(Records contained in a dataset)
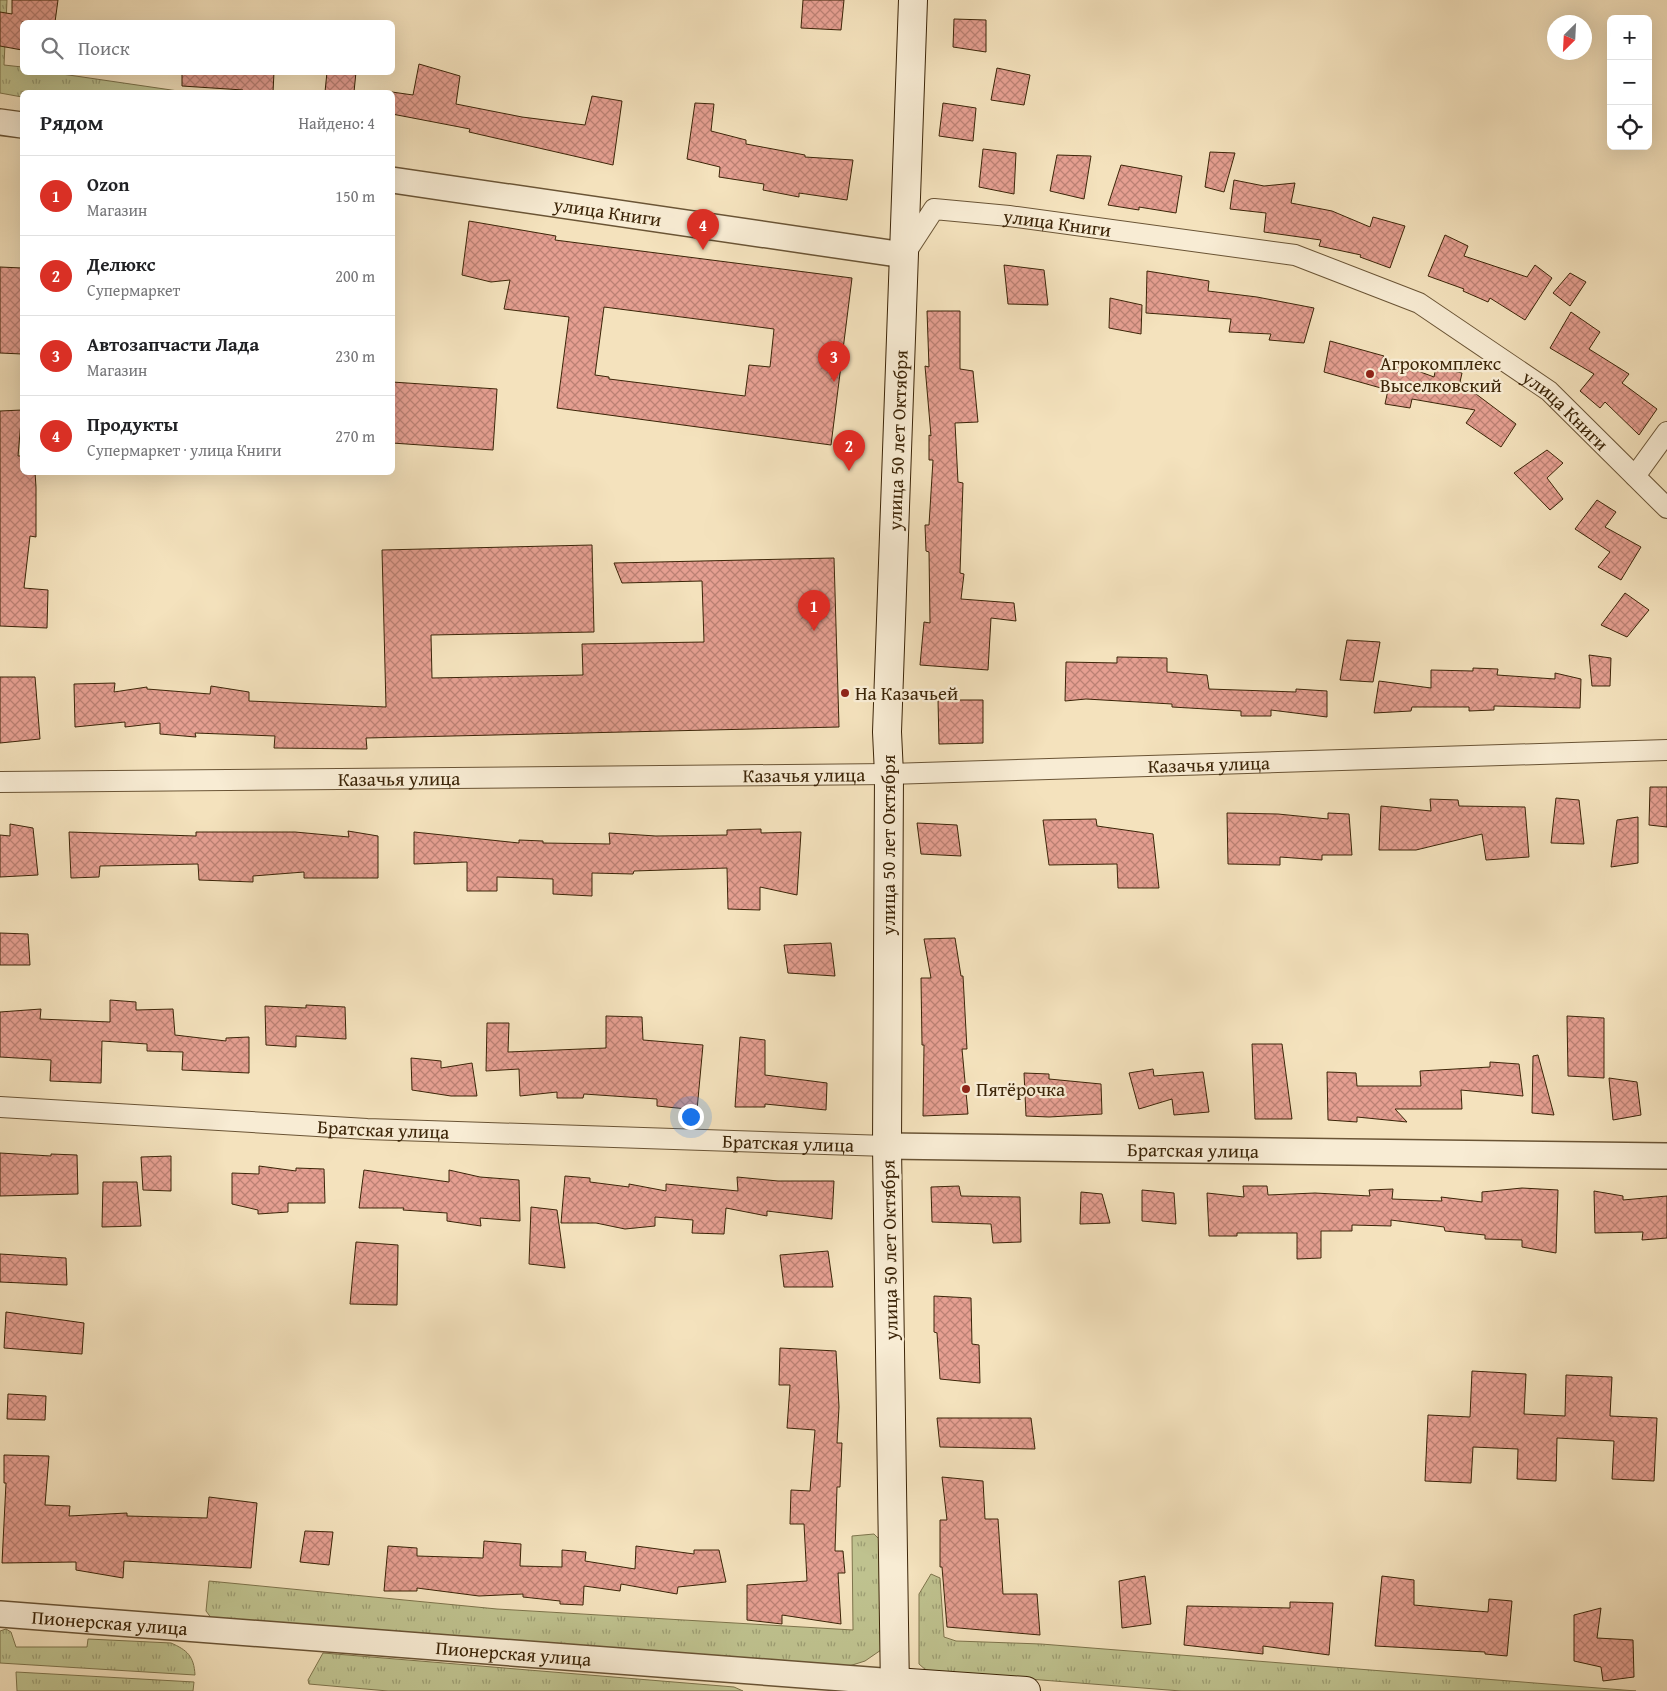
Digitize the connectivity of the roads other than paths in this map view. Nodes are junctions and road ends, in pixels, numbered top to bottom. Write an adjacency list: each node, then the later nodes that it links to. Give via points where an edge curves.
1 (913, 0): 5 (main road, улица 50 лет Октября)
2 (0, 122): 3 (street)
3 (20, 125)
4 (395, 180): 5 (street, улица Книги)
5 (904, 255): 7 (street, улица Книги, via 934,209 1010,216 1295,255 1419,303 1549,391); 10 (main road, улица 50 лет Октября, via 886,732)
6 (1667, 432): 7 (street)
7 (1635, 476): 8 (street, улица Книги)
8 (1667, 508)
9 (1667, 750): 10 (street, Казачья улица)
10 (889, 774): 11 (street, Казачья улица); 13 (main road, улица 50 лет Октября)
11 (0, 782)
12 (0, 1107): 13 (street, Братская улица, via 367,1129)
13 (888, 1146): 14 (street, Братская улица); 16 (main road, улица 50 лет Октября)
14 (1667, 1156)
15 (0, 1614): 16 (street, Пионерская улица)
16 (895, 1686): 17 (main road, Пионерская улица)
17 (1026, 1691)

HOW TO COMPLETE THIS TASK
Please return every record above exactly, but leave out the pictures.

RESPONSE BOX
Digitize the connectivity of the roads other than paths in this map view. Nodes are junctions and road ends, in pixels, numbered top to bottom. Write an adjacency list: each node, then the later nodes that it links to. Give via points where an edge curves.
1 (913, 0): 5 (main road, улица 50 лет Октября)
2 (0, 122): 3 (street)
3 (20, 125)
4 (395, 180): 5 (street, улица Книги)
5 (904, 255): 7 (street, улица Книги, via 934,209 1010,216 1295,255 1419,303 1549,391); 10 (main road, улица 50 лет Октября, via 886,732)
6 (1667, 432): 7 (street)
7 (1635, 476): 8 (street, улица Книги)
8 (1667, 508)
9 (1667, 750): 10 (street, Казачья улица)
10 (889, 774): 11 (street, Казачья улица); 13 (main road, улица 50 лет Октября)
11 (0, 782)
12 (0, 1107): 13 (street, Братская улица, via 367,1129)
13 (888, 1146): 14 (street, Братская улица); 16 (main road, улица 50 лет Октября)
14 (1667, 1156)
15 (0, 1614): 16 (street, Пионерская улица)
16 (895, 1686): 17 (main road, Пионерская улица)
17 (1026, 1691)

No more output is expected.